• _Assignment_:
Work out how many lines below contain the word "name", then give that number alone.
━━━━━ Record extracts
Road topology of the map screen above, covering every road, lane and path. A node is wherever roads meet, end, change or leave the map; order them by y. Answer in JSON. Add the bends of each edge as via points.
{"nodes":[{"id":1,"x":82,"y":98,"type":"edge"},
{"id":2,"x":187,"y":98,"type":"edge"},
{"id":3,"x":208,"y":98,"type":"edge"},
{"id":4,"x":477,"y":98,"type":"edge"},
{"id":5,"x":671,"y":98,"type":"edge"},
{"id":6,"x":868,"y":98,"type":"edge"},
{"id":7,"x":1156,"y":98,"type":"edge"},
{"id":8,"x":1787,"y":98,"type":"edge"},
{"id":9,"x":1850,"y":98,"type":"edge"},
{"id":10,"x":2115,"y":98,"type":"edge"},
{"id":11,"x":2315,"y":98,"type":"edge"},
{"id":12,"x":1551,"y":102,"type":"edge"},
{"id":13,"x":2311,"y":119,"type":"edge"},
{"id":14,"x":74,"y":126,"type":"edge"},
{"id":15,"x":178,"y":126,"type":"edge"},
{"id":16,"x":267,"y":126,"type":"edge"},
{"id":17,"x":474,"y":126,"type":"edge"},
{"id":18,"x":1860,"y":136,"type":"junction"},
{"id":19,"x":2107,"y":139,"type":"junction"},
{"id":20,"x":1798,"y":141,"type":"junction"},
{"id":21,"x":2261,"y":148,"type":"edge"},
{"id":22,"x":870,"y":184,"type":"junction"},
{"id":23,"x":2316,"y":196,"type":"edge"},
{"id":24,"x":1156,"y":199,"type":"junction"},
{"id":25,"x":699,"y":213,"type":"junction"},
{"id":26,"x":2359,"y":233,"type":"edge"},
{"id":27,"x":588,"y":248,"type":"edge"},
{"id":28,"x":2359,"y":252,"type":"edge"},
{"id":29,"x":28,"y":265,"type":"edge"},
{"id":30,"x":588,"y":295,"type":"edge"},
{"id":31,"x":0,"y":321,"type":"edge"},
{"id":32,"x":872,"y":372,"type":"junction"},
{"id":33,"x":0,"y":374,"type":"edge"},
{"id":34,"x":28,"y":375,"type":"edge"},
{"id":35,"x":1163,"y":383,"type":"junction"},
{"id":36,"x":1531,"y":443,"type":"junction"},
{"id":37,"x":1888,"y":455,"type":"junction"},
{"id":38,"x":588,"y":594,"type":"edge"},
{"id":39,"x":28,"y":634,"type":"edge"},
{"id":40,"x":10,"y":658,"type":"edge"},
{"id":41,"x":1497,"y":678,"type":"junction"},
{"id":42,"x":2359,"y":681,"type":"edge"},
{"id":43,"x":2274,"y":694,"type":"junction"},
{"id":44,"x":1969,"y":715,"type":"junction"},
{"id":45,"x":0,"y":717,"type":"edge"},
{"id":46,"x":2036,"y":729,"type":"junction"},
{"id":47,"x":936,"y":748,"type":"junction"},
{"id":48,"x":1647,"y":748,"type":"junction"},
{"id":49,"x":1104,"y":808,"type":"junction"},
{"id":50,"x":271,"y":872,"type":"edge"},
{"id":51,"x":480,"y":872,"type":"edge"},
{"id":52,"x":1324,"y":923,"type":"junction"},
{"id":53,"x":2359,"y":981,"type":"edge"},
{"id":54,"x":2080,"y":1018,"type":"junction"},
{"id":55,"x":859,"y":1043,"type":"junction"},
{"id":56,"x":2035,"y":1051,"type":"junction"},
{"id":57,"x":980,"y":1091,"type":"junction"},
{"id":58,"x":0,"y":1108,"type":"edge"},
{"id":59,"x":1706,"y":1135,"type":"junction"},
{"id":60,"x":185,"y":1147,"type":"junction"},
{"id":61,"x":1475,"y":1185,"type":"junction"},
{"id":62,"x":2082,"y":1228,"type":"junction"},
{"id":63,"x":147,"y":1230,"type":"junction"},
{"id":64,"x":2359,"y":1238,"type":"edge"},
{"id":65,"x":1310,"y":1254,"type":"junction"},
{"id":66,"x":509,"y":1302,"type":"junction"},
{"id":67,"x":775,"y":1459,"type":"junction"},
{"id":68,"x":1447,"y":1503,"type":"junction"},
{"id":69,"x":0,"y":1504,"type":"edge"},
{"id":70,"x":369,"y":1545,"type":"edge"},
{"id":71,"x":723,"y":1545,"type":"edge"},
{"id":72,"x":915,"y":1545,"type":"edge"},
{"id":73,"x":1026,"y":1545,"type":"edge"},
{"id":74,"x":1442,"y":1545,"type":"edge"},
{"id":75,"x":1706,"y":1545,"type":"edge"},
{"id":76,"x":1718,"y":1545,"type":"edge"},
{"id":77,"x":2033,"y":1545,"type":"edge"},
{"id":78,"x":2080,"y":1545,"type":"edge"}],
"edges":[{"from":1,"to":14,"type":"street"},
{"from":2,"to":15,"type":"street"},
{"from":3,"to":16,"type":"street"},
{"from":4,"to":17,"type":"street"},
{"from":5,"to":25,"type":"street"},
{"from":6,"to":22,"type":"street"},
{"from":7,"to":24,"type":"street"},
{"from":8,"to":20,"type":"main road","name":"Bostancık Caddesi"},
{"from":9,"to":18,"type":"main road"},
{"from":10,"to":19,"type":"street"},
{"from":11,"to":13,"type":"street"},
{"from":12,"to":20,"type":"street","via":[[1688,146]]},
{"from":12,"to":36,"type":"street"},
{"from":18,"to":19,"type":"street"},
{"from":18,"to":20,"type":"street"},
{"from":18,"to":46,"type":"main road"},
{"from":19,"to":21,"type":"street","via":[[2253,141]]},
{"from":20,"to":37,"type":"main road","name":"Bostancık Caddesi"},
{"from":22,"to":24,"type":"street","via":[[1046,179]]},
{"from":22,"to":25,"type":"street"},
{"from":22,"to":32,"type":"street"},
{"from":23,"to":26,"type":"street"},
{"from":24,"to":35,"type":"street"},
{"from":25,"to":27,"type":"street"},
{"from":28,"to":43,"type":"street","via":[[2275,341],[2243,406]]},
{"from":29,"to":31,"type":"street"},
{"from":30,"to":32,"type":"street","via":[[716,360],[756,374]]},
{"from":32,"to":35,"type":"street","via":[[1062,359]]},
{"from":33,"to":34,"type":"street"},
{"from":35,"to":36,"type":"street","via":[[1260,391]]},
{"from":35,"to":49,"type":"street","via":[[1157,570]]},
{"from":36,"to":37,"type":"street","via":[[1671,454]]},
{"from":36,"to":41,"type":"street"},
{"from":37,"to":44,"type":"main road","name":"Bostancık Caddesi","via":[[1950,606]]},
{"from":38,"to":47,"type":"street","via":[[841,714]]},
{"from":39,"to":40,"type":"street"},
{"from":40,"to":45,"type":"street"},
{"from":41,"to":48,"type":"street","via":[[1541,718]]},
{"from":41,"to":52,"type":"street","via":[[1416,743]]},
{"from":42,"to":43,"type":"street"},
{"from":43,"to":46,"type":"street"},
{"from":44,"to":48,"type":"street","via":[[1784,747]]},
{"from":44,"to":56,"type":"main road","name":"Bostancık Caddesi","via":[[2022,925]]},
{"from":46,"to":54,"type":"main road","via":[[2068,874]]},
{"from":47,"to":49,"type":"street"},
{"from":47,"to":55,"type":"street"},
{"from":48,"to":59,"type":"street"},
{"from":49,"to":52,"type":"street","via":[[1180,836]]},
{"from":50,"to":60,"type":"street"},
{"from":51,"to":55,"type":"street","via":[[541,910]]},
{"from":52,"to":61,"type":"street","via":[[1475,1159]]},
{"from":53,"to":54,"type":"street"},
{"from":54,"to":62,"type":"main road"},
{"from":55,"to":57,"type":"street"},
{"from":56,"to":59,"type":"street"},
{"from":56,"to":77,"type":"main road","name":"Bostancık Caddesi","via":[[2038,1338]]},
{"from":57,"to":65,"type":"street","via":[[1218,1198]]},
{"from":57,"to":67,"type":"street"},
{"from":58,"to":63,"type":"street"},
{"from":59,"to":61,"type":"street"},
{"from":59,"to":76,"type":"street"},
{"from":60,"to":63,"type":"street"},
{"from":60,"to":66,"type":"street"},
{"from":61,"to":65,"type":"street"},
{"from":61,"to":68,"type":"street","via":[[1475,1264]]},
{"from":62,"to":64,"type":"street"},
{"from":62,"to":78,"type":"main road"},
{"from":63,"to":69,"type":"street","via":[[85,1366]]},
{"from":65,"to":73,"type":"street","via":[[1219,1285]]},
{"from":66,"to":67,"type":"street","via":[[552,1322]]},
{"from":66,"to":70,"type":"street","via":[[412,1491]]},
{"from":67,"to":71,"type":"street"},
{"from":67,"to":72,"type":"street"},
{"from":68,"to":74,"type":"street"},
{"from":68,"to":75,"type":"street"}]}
━━━━━━━━━━
• _Task result_:
5